RECORDS.
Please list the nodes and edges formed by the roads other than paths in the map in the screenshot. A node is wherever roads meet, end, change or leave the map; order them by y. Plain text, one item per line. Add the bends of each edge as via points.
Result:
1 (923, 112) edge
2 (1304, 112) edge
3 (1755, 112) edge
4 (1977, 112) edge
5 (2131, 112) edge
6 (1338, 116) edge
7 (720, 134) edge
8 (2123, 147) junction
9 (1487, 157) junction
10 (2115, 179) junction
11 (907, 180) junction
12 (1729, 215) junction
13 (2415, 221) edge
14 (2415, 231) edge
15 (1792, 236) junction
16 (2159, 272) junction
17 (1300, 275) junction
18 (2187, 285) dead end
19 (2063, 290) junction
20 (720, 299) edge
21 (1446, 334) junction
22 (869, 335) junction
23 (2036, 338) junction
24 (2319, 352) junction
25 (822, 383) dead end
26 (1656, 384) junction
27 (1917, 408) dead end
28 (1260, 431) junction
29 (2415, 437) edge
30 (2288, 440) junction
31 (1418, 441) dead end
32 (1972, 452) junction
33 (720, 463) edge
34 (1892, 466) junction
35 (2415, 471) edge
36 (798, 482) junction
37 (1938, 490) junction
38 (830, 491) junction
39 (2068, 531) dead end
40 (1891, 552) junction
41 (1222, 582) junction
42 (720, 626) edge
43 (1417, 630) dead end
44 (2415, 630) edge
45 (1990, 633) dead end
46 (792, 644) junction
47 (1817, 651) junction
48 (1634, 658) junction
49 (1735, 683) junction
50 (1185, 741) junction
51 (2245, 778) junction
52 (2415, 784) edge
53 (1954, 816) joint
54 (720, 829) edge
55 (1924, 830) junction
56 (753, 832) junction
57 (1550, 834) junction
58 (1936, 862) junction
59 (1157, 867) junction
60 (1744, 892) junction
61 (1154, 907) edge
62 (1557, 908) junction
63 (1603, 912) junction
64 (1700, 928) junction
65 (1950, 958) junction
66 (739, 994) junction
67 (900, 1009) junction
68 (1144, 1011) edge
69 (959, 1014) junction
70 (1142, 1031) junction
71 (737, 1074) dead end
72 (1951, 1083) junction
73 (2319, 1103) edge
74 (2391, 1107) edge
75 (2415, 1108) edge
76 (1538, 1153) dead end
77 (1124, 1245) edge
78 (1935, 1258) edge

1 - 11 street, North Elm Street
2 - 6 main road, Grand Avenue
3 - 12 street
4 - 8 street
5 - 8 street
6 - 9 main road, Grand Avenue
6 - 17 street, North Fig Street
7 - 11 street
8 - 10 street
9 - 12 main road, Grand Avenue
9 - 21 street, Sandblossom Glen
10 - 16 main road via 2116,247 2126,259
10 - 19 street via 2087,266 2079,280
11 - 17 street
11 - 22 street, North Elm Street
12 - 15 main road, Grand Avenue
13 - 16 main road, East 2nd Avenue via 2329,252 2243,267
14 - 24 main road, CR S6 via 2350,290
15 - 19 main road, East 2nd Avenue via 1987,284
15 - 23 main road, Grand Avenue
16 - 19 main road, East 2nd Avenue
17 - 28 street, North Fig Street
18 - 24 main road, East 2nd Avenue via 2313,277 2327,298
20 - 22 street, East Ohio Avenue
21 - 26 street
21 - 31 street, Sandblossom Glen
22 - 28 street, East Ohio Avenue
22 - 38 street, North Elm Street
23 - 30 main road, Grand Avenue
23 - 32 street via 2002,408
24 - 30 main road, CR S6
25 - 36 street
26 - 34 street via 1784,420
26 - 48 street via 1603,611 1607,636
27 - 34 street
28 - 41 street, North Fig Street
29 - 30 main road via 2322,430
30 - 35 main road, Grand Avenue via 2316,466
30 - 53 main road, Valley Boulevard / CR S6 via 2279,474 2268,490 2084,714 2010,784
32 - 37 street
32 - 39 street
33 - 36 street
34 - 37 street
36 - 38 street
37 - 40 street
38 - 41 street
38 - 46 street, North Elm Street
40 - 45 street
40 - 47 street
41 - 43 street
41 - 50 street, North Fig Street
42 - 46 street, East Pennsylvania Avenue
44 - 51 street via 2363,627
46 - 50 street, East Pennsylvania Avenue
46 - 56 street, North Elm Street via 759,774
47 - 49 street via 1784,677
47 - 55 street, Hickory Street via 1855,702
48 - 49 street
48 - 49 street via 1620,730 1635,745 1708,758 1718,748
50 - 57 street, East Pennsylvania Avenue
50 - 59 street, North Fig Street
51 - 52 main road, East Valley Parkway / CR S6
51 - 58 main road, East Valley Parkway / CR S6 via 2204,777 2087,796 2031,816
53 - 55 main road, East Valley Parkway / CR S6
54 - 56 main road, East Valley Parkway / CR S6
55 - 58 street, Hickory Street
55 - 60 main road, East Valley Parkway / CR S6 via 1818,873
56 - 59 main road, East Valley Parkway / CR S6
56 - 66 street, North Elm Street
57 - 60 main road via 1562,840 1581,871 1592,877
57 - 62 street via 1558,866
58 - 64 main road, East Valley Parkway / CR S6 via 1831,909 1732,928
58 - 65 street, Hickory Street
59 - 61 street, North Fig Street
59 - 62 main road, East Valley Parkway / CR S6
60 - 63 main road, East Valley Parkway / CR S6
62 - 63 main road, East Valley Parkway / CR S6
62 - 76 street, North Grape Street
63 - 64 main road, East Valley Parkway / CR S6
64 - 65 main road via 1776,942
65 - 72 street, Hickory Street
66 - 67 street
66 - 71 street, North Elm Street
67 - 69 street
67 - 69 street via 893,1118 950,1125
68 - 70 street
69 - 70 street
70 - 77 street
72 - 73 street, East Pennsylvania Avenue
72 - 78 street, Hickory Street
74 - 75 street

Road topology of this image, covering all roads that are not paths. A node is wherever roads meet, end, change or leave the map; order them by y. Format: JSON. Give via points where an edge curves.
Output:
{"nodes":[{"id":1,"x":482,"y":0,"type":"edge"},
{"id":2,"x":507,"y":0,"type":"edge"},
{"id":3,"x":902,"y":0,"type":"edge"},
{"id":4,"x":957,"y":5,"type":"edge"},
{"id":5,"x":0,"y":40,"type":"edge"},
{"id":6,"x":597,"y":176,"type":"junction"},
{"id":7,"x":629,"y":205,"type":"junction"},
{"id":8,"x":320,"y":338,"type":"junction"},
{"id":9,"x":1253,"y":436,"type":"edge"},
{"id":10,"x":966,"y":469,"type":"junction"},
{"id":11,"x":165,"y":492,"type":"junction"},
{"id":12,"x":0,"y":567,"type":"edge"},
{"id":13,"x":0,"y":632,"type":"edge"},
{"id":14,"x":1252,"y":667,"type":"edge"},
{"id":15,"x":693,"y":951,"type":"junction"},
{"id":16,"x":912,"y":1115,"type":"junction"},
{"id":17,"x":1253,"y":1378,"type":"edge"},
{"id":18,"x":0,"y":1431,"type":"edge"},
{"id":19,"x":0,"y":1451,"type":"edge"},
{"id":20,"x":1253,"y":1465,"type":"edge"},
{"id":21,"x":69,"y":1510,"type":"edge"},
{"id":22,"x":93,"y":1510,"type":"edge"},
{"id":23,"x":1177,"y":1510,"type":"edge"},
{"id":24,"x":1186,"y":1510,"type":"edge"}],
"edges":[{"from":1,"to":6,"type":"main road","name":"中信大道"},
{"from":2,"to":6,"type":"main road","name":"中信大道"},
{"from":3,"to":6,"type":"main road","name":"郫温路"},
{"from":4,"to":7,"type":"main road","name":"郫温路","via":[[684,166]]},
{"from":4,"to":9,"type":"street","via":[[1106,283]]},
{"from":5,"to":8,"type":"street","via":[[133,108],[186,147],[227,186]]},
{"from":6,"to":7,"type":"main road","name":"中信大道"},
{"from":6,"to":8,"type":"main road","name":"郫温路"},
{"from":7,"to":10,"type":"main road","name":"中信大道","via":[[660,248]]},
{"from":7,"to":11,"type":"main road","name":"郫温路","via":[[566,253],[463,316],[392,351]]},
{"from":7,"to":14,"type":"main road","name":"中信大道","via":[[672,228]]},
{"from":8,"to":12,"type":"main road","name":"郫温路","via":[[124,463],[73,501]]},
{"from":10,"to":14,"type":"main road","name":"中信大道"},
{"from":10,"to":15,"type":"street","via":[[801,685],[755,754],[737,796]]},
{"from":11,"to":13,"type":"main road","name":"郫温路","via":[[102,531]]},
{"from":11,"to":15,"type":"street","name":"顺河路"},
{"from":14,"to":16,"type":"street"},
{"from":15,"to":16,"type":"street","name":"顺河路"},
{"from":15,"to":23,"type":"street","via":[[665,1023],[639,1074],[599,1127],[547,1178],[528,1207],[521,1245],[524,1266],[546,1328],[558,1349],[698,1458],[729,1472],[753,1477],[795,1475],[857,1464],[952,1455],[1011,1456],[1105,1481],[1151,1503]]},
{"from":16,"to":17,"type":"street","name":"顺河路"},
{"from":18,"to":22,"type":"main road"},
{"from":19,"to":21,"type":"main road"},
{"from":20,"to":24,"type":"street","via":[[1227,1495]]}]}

ACTION ITEM. Check each line above for the string "edges" and show the ones that have it.

SOLUTION TO THIS PROBLEM.
Please list the nodes and edges formed by the roads other than paths in the map in the screenshot. A node is wherever roads meet, end, change or leave the map; order them by y. Plain text, one item per line. Add the bends of each edge as via points.
"edges":[{"from":1,"to":6,"type":"main road","name":"中信大道"},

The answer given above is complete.